*Instructions to follow:* Gather each line containing the string "Olmo" from these entries.

BEGIN

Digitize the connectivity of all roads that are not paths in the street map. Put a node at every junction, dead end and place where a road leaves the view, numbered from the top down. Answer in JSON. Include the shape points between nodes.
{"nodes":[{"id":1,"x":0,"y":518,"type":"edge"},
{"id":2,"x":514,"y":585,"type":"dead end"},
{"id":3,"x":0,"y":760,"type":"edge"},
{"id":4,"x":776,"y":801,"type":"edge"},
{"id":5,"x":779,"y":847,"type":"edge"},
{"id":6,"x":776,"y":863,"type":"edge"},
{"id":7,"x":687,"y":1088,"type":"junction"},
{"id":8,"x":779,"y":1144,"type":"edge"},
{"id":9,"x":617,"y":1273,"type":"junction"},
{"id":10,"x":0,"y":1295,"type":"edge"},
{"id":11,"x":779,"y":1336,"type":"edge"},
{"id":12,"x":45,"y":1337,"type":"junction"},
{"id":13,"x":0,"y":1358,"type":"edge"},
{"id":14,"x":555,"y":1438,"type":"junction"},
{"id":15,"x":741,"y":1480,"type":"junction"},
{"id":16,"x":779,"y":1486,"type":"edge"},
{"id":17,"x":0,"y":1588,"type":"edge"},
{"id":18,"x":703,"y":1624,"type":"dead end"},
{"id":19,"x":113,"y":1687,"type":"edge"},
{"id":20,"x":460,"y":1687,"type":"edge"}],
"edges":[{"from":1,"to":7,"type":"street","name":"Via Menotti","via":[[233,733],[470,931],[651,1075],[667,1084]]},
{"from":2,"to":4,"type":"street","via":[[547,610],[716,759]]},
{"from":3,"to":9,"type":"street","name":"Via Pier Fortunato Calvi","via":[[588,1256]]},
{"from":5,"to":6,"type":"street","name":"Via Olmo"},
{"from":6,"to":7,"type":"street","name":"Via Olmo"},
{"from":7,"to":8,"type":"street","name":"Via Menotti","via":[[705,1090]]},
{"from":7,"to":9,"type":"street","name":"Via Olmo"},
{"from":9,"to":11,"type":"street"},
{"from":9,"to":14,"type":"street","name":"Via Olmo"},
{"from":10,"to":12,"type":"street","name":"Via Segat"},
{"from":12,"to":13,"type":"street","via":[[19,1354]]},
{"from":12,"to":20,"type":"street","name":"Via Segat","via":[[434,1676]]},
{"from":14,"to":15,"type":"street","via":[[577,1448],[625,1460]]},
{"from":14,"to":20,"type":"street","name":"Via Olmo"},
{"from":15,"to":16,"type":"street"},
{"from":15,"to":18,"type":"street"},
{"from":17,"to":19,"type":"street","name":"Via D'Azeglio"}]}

END

*Solution for this task:*
{"from":5,"to":6,"type":"street","name":"Via Olmo"},
{"from":6,"to":7,"type":"street","name":"Via Olmo"},
{"from":7,"to":9,"type":"street","name":"Via Olmo"},
{"from":9,"to":14,"type":"street","name":"Via Olmo"},
{"from":14,"to":20,"type":"street","name":"Via Olmo"},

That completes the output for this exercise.